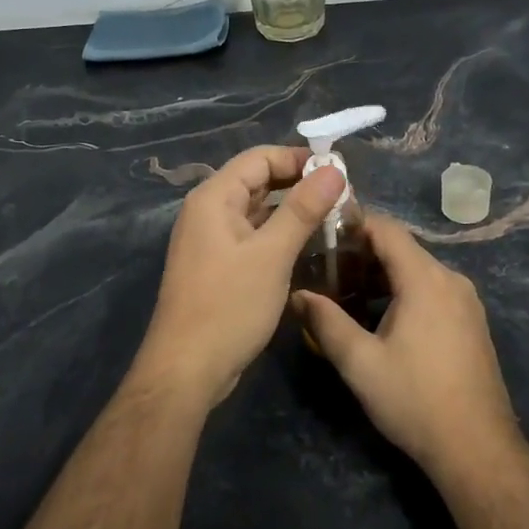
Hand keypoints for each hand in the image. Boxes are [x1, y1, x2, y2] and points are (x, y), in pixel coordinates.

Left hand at [137, 145, 345, 410]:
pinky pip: (252, 236)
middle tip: (343, 198)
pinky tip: (308, 246)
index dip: (299, 159)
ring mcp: (210, 240)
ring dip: (292, 211)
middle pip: (258, 182)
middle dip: (299, 185)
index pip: (259, 158)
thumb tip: (334, 170)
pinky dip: (278, 235)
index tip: (339, 172)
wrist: (186, 370)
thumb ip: (302, 209)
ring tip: (334, 218)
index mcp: (213, 198)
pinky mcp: (217, 265)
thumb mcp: (271, 255)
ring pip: (257, 211)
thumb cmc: (228, 306)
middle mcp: (208, 211)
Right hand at [291, 215, 519, 474]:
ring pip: (417, 270)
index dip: (353, 224)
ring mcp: (466, 301)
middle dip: (362, 253)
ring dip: (382, 275)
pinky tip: (380, 317)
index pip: (386, 229)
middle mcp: (450, 279)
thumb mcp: (359, 363)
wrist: (477, 449)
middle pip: (402, 248)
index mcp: (425, 279)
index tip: (321, 235)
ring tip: (346, 294)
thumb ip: (326, 322)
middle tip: (325, 270)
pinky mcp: (471, 322)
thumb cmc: (414, 400)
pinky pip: (432, 289)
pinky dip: (403, 291)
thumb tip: (299, 295)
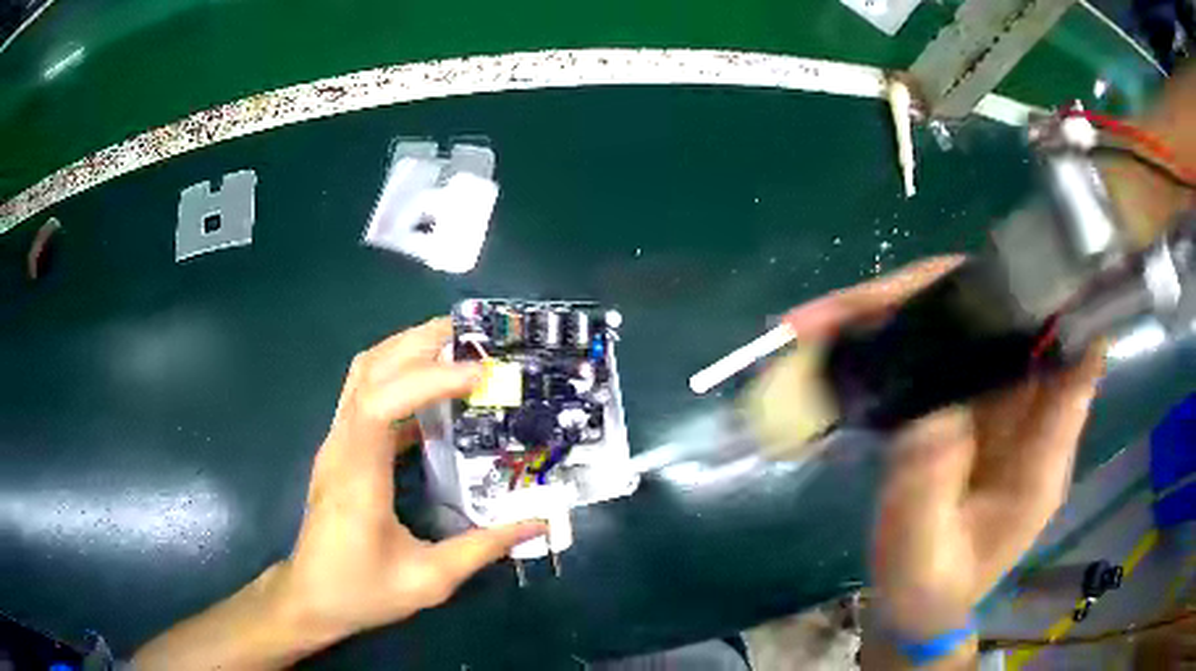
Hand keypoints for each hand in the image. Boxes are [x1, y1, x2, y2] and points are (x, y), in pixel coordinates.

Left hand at [277, 318, 546, 642]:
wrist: (310, 597)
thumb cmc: (361, 591)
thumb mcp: (428, 580)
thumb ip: (483, 548)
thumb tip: (537, 522)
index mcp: (358, 476)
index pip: (380, 402)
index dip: (427, 379)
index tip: (477, 375)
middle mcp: (341, 446)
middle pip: (369, 369)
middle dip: (420, 343)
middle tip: (474, 336)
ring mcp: (336, 443)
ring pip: (363, 374)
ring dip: (407, 352)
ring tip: (456, 350)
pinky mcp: (341, 449)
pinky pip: (366, 395)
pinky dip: (400, 378)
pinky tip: (434, 395)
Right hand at [784, 258, 1103, 663]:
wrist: (919, 605)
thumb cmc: (928, 590)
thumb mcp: (926, 559)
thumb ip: (930, 494)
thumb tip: (928, 410)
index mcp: (1041, 456)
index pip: (1074, 362)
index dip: (1056, 308)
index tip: (1010, 271)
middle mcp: (1027, 413)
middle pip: (1005, 320)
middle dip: (939, 296)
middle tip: (857, 306)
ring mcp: (993, 401)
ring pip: (965, 323)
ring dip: (901, 308)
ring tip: (823, 320)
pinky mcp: (963, 401)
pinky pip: (937, 347)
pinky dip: (891, 332)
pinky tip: (841, 338)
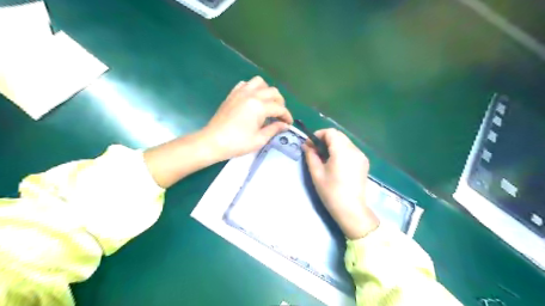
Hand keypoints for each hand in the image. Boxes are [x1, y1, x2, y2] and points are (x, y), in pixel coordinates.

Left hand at [202, 76, 293, 161]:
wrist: (213, 141)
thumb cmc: (237, 143)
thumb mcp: (259, 139)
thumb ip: (274, 129)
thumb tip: (285, 125)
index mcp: (259, 106)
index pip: (279, 108)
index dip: (287, 116)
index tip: (288, 124)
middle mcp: (251, 95)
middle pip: (273, 92)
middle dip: (280, 103)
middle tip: (280, 115)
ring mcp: (240, 92)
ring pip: (260, 83)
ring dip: (267, 91)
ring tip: (267, 104)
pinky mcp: (232, 94)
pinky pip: (246, 84)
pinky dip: (253, 89)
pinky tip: (253, 100)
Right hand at [302, 128, 379, 239]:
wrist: (351, 209)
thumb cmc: (331, 192)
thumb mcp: (316, 173)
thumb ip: (311, 155)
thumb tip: (307, 146)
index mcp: (342, 151)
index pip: (330, 132)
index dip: (318, 135)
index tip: (309, 145)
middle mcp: (354, 150)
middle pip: (338, 135)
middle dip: (325, 139)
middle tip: (315, 151)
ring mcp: (361, 156)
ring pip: (345, 141)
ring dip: (333, 144)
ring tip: (324, 157)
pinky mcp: (364, 162)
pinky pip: (350, 149)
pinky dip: (341, 150)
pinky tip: (335, 163)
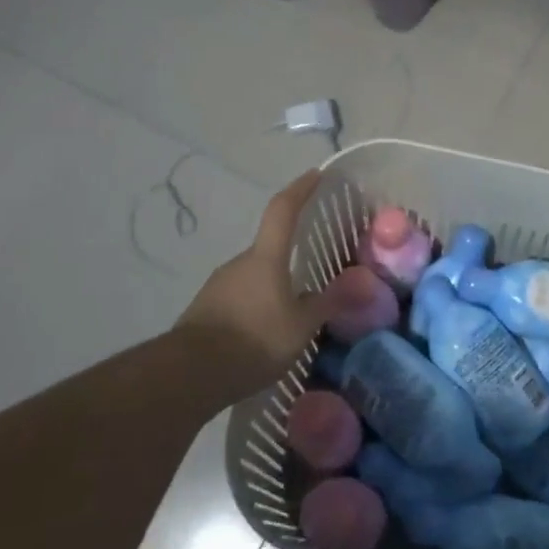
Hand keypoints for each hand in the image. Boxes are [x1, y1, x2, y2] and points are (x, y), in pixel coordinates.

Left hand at [176, 172, 366, 399]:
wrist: (189, 374)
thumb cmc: (254, 340)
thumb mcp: (301, 327)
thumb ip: (328, 303)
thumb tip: (359, 284)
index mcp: (266, 257)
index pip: (283, 210)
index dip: (300, 189)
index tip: (315, 174)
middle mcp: (240, 262)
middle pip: (269, 248)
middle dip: (290, 255)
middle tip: (313, 272)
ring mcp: (218, 285)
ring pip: (254, 276)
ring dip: (273, 286)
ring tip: (292, 311)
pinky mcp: (206, 309)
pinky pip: (240, 298)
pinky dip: (256, 306)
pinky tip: (266, 331)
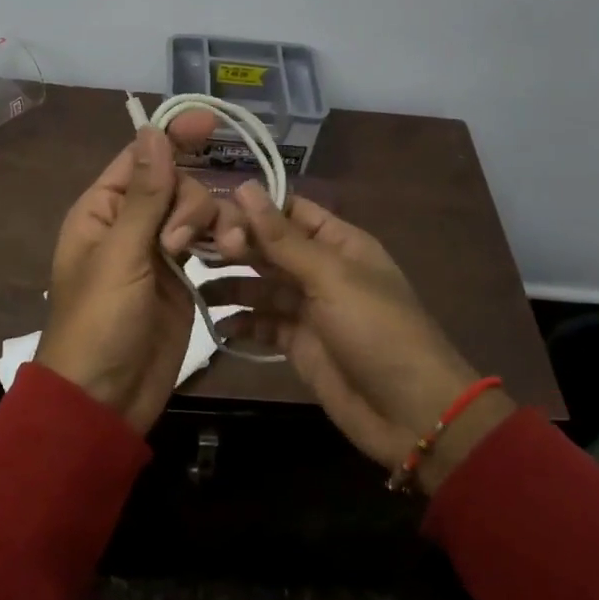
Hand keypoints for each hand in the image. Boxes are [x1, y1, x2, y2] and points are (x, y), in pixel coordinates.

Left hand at [36, 121, 237, 432]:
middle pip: (175, 184)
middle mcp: (130, 224)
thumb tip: (153, 132)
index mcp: (102, 210)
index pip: (140, 158)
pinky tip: (232, 254)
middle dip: (190, 203)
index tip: (210, 120)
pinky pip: (205, 244)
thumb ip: (144, 195)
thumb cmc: (99, 323)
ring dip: (211, 224)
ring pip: (195, 214)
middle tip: (178, 243)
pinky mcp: (181, 279)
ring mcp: (157, 252)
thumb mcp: (120, 256)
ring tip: (221, 253)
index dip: (173, 136)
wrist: (105, 398)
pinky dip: (220, 244)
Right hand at [213, 183, 514, 491]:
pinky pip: (262, 324)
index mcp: (339, 243)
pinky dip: (241, 323)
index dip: (252, 207)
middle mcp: (321, 269)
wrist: (410, 412)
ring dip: (230, 284)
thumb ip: (283, 238)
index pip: (289, 211)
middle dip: (234, 245)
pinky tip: (216, 324)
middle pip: (270, 247)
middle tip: (189, 246)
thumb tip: (245, 186)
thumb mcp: (331, 277)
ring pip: (260, 286)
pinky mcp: (298, 344)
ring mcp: (309, 308)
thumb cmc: (377, 331)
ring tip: (194, 284)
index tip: (207, 207)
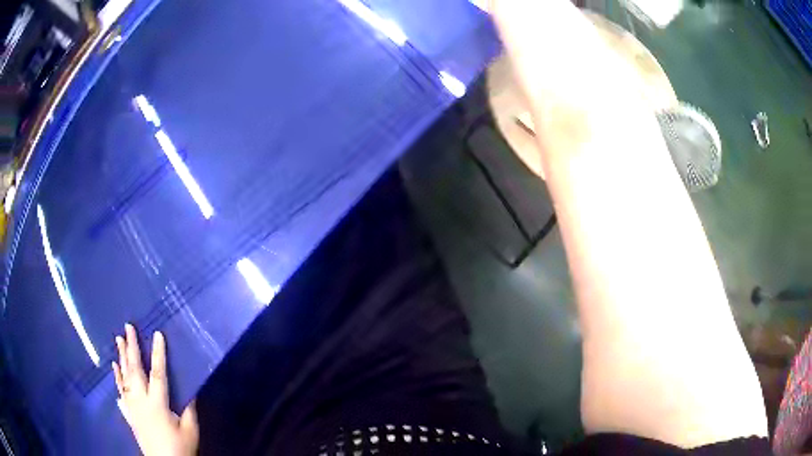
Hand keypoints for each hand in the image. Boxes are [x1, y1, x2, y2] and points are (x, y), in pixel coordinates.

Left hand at [113, 324, 198, 455]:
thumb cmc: (180, 448)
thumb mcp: (190, 430)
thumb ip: (189, 409)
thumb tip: (190, 389)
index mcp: (157, 404)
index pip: (158, 374)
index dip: (158, 353)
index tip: (157, 334)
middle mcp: (141, 401)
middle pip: (135, 371)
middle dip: (131, 348)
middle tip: (128, 328)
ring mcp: (132, 408)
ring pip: (124, 379)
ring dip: (121, 358)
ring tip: (118, 341)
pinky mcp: (129, 415)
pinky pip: (121, 393)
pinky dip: (117, 380)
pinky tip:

☆ ☆ ☆ ☆ ☆

* **Exercise brief**
Taking the lines above, repeat exactly those from the line that contains "ring dip: (230, 284)" through the line that contains "ring mcp: (309, 308)", and both of those lines as well. Include nothing else.

* **Written response**
ring dip: (230, 284)
thumb ip: (283, 238)
index pip: (289, 211)
middle dip: (234, 245)
pinky tip: (216, 324)
middle pip: (270, 247)
middle tip: (189, 246)
thumb tip: (245, 186)
thumb mcp: (331, 277)
ring pip: (260, 286)
pinky mcp: (298, 344)
ring mcp: (309, 308)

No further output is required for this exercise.